Given records section start

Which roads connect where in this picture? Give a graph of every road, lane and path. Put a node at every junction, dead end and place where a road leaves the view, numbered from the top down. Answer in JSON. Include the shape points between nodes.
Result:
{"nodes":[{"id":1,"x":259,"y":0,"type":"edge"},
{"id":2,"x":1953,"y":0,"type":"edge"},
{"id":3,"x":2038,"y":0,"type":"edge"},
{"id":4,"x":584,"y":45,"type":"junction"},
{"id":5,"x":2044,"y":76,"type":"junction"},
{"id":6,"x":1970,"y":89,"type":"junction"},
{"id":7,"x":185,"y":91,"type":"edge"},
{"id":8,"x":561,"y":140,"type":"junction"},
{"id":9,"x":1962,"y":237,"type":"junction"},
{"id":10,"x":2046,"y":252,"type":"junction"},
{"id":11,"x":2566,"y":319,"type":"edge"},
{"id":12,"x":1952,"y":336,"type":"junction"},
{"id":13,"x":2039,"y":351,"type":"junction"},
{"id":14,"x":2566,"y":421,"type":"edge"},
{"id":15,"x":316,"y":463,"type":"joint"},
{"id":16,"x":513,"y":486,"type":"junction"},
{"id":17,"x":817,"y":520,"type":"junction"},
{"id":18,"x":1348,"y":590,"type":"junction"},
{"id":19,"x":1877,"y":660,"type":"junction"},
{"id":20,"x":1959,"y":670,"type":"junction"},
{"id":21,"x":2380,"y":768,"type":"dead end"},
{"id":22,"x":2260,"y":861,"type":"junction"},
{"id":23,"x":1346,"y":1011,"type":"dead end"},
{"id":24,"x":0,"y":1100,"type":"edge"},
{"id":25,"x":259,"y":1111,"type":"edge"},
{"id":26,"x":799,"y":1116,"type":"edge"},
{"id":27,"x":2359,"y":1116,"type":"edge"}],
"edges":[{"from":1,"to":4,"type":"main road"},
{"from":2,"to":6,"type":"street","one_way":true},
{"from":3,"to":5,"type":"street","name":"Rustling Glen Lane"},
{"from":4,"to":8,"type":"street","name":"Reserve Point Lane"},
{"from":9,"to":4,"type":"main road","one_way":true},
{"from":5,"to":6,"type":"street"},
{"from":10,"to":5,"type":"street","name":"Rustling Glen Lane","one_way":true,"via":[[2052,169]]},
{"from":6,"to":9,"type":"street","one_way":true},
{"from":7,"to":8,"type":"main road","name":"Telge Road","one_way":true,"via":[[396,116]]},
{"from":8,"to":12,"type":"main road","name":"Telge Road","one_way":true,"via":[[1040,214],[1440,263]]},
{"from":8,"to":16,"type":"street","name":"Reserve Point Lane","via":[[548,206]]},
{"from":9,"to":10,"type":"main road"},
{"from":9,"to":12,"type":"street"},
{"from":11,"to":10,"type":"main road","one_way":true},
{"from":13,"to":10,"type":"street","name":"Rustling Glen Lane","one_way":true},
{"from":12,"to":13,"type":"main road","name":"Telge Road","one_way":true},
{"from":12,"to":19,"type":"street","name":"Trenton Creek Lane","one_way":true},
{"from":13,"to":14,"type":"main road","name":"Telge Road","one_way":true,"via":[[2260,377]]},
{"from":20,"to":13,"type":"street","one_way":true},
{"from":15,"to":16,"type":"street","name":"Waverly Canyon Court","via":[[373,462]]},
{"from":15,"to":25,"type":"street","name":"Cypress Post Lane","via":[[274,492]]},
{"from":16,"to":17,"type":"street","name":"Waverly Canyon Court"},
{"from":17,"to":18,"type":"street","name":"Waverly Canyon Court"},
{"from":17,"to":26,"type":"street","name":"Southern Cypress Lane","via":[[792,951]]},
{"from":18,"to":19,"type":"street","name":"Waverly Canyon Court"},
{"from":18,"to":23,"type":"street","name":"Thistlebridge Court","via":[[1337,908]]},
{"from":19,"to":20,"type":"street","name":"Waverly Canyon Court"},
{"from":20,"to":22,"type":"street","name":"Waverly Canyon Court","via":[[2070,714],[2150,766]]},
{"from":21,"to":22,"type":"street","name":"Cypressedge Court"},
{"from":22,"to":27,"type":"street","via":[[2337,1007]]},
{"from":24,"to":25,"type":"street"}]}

Given records section end

What this task involves:
Exact copies of all the records are to be printed.

Response:
Which roads connect where in this picture? Give a graph of every road, lane and path. Put a node at every junction, dead end and place where a road leaves the view, numbered from the top down. Answer in JSON. Include the shape points between nodes.
Result:
{"nodes":[{"id":1,"x":259,"y":0,"type":"edge"},
{"id":2,"x":1953,"y":0,"type":"edge"},
{"id":3,"x":2038,"y":0,"type":"edge"},
{"id":4,"x":584,"y":45,"type":"junction"},
{"id":5,"x":2044,"y":76,"type":"junction"},
{"id":6,"x":1970,"y":89,"type":"junction"},
{"id":7,"x":185,"y":91,"type":"edge"},
{"id":8,"x":561,"y":140,"type":"junction"},
{"id":9,"x":1962,"y":237,"type":"junction"},
{"id":10,"x":2046,"y":252,"type":"junction"},
{"id":11,"x":2566,"y":319,"type":"edge"},
{"id":12,"x":1952,"y":336,"type":"junction"},
{"id":13,"x":2039,"y":351,"type":"junction"},
{"id":14,"x":2566,"y":421,"type":"edge"},
{"id":15,"x":316,"y":463,"type":"joint"},
{"id":16,"x":513,"y":486,"type":"junction"},
{"id":17,"x":817,"y":520,"type":"junction"},
{"id":18,"x":1348,"y":590,"type":"junction"},
{"id":19,"x":1877,"y":660,"type":"junction"},
{"id":20,"x":1959,"y":670,"type":"junction"},
{"id":21,"x":2380,"y":768,"type":"dead end"},
{"id":22,"x":2260,"y":861,"type":"junction"},
{"id":23,"x":1346,"y":1011,"type":"dead end"},
{"id":24,"x":0,"y":1100,"type":"edge"},
{"id":25,"x":259,"y":1111,"type":"edge"},
{"id":26,"x":799,"y":1116,"type":"edge"},
{"id":27,"x":2359,"y":1116,"type":"edge"}],
"edges":[{"from":1,"to":4,"type":"main road"},
{"from":2,"to":6,"type":"street","one_way":true},
{"from":3,"to":5,"type":"street","name":"Rustling Glen Lane"},
{"from":4,"to":8,"type":"street","name":"Reserve Point Lane"},
{"from":9,"to":4,"type":"main road","one_way":true},
{"from":5,"to":6,"type":"street"},
{"from":10,"to":5,"type":"street","name":"Rustling Glen Lane","one_way":true,"via":[[2052,169]]},
{"from":6,"to":9,"type":"street","one_way":true},
{"from":7,"to":8,"type":"main road","name":"Telge Road","one_way":true,"via":[[396,116]]},
{"from":8,"to":12,"type":"main road","name":"Telge Road","one_way":true,"via":[[1040,214],[1440,263]]},
{"from":8,"to":16,"type":"street","name":"Reserve Point Lane","via":[[548,206]]},
{"from":9,"to":10,"type":"main road"},
{"from":9,"to":12,"type":"street"},
{"from":11,"to":10,"type":"main road","one_way":true},
{"from":13,"to":10,"type":"street","name":"Rustling Glen Lane","one_way":true},
{"from":12,"to":13,"type":"main road","name":"Telge Road","one_way":true},
{"from":12,"to":19,"type":"street","name":"Trenton Creek Lane","one_way":true},
{"from":13,"to":14,"type":"main road","name":"Telge Road","one_way":true,"via":[[2260,377]]},
{"from":20,"to":13,"type":"street","one_way":true},
{"from":15,"to":16,"type":"street","name":"Waverly Canyon Court","via":[[373,462]]},
{"from":15,"to":25,"type":"street","name":"Cypress Post Lane","via":[[274,492]]},
{"from":16,"to":17,"type":"street","name":"Waverly Canyon Court"},
{"from":17,"to":18,"type":"street","name":"Waverly Canyon Court"},
{"from":17,"to":26,"type":"street","name":"Southern Cypress Lane","via":[[792,951]]},
{"from":18,"to":19,"type":"street","name":"Waverly Canyon Court"},
{"from":18,"to":23,"type":"street","name":"Thistlebridge Court","via":[[1337,908]]},
{"from":19,"to":20,"type":"street","name":"Waverly Canyon Court"},
{"from":20,"to":22,"type":"street","name":"Waverly Canyon Court","via":[[2070,714],[2150,766]]},
{"from":21,"to":22,"type":"street","name":"Cypressedge Court"},
{"from":22,"to":27,"type":"street","via":[[2337,1007]]},
{"from":24,"to":25,"type":"street"}]}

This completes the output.